Stored data entries:
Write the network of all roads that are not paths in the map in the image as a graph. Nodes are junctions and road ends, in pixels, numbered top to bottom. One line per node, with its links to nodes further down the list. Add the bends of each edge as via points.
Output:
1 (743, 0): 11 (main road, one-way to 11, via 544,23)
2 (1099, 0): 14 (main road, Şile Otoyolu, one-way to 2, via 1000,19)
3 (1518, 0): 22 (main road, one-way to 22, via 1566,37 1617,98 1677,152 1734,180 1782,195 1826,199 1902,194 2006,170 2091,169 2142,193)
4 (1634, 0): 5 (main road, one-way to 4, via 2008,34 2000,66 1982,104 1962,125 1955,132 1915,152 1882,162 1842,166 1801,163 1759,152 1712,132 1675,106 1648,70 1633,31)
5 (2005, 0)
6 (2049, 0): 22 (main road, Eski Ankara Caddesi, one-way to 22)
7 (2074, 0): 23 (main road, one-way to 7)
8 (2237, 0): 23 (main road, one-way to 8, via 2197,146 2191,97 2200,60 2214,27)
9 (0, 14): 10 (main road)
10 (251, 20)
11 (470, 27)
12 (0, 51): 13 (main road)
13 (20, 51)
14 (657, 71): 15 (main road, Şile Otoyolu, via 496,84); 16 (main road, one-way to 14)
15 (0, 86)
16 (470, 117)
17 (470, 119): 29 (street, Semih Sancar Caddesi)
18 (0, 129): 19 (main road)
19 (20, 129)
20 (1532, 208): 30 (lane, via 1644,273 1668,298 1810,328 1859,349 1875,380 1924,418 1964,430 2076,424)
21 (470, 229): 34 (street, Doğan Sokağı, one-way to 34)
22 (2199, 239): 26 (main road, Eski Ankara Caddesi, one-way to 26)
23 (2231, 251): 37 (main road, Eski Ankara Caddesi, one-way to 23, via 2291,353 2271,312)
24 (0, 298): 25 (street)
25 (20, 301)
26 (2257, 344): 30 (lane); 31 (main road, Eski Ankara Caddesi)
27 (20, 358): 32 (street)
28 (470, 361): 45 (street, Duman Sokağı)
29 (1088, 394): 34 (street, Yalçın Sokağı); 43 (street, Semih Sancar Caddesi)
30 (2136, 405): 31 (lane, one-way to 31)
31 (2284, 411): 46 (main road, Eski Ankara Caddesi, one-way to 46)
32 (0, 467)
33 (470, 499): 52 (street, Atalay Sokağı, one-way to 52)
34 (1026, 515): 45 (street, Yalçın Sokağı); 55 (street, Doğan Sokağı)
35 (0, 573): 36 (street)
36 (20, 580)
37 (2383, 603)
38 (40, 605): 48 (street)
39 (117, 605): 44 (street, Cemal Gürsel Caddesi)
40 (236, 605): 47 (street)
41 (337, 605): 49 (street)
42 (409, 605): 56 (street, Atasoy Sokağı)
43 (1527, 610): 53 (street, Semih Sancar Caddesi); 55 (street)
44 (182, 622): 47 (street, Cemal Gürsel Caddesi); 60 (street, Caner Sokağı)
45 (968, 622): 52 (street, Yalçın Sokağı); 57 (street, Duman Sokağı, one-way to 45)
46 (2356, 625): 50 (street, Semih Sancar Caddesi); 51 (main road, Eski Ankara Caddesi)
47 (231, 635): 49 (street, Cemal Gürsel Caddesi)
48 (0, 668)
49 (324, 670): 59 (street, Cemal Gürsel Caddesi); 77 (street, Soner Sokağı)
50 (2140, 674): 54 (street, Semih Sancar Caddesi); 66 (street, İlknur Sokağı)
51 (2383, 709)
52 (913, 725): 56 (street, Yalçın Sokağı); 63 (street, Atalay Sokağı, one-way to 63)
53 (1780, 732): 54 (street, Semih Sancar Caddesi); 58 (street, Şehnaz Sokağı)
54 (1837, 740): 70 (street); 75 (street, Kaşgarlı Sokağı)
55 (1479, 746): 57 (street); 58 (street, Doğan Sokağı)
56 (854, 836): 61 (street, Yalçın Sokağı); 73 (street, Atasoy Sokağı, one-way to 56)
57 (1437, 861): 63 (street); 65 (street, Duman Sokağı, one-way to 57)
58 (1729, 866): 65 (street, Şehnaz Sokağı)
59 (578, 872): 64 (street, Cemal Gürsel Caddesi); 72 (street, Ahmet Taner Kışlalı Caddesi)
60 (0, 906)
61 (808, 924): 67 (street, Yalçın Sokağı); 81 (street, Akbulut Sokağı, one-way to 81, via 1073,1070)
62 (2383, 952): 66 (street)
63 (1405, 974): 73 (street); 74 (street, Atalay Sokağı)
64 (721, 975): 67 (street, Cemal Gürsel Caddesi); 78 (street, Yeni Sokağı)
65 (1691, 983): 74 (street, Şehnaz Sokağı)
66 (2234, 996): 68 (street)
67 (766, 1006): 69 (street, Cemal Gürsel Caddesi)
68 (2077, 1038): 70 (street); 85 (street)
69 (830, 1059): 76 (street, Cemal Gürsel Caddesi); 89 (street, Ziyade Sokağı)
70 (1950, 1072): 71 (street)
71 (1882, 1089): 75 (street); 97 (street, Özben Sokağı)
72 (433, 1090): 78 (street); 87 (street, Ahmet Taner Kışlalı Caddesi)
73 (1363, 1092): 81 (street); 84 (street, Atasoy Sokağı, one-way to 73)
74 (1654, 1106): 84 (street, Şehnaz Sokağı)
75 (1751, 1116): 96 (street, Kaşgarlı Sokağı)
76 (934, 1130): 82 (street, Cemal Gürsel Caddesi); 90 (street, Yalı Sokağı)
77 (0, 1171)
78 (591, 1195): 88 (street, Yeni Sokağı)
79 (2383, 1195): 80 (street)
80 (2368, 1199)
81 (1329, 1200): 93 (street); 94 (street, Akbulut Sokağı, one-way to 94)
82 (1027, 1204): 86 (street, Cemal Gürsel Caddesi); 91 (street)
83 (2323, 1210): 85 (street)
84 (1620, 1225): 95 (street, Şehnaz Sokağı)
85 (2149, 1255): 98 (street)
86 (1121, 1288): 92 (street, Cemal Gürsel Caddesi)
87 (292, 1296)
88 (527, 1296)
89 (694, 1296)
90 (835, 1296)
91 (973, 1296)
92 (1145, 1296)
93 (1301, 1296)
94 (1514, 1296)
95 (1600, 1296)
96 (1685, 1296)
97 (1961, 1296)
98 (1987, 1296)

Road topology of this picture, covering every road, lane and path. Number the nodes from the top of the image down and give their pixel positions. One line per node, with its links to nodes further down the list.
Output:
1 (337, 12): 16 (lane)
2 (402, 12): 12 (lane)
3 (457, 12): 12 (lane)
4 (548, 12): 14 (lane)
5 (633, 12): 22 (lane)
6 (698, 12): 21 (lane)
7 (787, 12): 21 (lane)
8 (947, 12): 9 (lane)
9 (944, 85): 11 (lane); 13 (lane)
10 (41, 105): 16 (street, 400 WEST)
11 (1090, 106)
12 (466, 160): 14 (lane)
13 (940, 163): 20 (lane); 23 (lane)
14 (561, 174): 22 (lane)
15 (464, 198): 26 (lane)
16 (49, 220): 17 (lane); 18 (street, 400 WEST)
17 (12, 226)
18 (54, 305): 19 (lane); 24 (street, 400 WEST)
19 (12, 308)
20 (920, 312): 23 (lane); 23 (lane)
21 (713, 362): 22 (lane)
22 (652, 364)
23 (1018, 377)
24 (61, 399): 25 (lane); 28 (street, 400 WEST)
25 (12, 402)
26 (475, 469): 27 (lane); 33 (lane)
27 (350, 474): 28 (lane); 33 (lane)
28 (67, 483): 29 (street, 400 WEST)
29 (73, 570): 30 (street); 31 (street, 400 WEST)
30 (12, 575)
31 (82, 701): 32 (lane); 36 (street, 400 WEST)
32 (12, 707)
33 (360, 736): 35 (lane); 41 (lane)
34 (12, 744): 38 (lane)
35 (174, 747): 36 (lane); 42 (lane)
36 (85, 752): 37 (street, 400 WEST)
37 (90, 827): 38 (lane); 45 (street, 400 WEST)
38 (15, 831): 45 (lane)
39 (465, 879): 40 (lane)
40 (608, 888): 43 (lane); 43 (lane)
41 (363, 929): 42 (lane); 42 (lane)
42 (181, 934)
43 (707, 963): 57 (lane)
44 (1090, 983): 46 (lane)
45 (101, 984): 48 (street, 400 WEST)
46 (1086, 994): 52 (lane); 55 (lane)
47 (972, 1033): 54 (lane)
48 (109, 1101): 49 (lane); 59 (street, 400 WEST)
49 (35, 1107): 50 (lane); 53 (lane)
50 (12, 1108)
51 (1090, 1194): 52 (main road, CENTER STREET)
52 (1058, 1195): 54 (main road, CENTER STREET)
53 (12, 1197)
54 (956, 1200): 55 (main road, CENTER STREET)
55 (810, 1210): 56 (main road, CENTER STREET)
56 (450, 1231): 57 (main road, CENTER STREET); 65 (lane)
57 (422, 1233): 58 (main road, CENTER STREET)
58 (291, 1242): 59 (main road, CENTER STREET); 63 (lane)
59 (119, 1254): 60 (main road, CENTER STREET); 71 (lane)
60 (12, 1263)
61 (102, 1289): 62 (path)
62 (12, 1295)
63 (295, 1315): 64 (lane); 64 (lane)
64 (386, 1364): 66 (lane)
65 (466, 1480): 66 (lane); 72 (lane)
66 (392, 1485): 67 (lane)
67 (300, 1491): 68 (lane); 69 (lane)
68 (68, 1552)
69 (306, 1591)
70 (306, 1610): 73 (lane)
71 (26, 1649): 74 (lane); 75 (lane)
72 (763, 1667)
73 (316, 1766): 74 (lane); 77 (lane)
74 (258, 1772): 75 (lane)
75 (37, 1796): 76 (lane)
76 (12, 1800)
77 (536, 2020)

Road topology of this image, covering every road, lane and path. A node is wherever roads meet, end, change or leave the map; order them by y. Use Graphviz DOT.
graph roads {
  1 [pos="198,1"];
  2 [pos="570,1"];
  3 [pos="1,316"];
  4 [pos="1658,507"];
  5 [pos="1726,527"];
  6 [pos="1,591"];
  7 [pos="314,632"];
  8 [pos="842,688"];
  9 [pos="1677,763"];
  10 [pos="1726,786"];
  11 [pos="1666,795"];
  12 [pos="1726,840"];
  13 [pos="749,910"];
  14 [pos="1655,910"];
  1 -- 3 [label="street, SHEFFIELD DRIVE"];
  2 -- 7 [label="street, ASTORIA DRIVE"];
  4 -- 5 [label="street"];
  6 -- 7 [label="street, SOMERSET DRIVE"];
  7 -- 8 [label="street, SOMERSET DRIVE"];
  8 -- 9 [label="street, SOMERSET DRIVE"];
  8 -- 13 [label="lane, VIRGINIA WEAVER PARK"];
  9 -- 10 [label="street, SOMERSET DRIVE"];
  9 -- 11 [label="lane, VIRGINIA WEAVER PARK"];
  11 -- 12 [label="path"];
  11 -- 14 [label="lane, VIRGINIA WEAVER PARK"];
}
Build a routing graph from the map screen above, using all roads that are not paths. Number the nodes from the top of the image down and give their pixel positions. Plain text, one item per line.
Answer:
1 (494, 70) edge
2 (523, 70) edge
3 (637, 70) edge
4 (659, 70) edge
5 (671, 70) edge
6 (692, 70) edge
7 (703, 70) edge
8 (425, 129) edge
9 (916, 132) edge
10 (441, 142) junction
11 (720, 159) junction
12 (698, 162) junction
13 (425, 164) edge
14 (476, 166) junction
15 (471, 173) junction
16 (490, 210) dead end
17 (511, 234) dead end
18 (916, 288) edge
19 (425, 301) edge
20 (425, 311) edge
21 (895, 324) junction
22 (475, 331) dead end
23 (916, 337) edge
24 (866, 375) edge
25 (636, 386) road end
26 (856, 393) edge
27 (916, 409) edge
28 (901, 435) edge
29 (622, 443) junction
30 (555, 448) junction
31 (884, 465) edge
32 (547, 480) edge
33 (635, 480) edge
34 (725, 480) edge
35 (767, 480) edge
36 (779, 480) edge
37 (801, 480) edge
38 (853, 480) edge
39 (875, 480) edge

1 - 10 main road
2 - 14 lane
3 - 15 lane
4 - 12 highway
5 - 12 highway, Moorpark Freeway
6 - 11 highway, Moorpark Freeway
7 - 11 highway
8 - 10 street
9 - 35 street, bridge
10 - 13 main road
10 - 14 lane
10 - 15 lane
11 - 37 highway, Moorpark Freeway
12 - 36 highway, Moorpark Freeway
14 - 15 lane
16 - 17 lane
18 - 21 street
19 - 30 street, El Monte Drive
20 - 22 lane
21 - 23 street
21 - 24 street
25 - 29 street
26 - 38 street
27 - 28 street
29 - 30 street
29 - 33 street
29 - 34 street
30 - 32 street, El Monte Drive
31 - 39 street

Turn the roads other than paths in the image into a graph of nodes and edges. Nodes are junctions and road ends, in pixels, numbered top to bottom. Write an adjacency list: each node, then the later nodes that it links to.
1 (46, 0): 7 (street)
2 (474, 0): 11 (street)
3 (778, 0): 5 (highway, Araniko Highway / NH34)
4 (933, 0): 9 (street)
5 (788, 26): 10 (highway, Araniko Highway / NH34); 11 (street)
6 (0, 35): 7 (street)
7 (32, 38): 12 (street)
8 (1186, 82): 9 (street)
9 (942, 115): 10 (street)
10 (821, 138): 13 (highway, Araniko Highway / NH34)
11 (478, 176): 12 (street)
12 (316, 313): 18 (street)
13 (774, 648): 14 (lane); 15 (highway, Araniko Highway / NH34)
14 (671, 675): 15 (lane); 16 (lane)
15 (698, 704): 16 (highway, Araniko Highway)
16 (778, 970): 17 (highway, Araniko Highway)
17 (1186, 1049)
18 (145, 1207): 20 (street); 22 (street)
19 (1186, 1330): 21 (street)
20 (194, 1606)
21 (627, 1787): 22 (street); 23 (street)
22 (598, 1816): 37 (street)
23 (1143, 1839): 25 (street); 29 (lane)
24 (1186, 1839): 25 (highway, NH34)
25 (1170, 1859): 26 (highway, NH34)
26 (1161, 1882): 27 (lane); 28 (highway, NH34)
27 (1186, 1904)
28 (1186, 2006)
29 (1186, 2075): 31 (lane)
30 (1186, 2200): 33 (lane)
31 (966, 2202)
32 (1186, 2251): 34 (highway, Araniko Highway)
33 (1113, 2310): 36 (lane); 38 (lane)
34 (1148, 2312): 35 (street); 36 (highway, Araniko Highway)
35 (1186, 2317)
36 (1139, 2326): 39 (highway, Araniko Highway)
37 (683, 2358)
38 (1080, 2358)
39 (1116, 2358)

ACTIVITY: Respond with a single number: the count of lines in the entries above that contain the string "Sancar".

PROBLEM SOLUTION: 6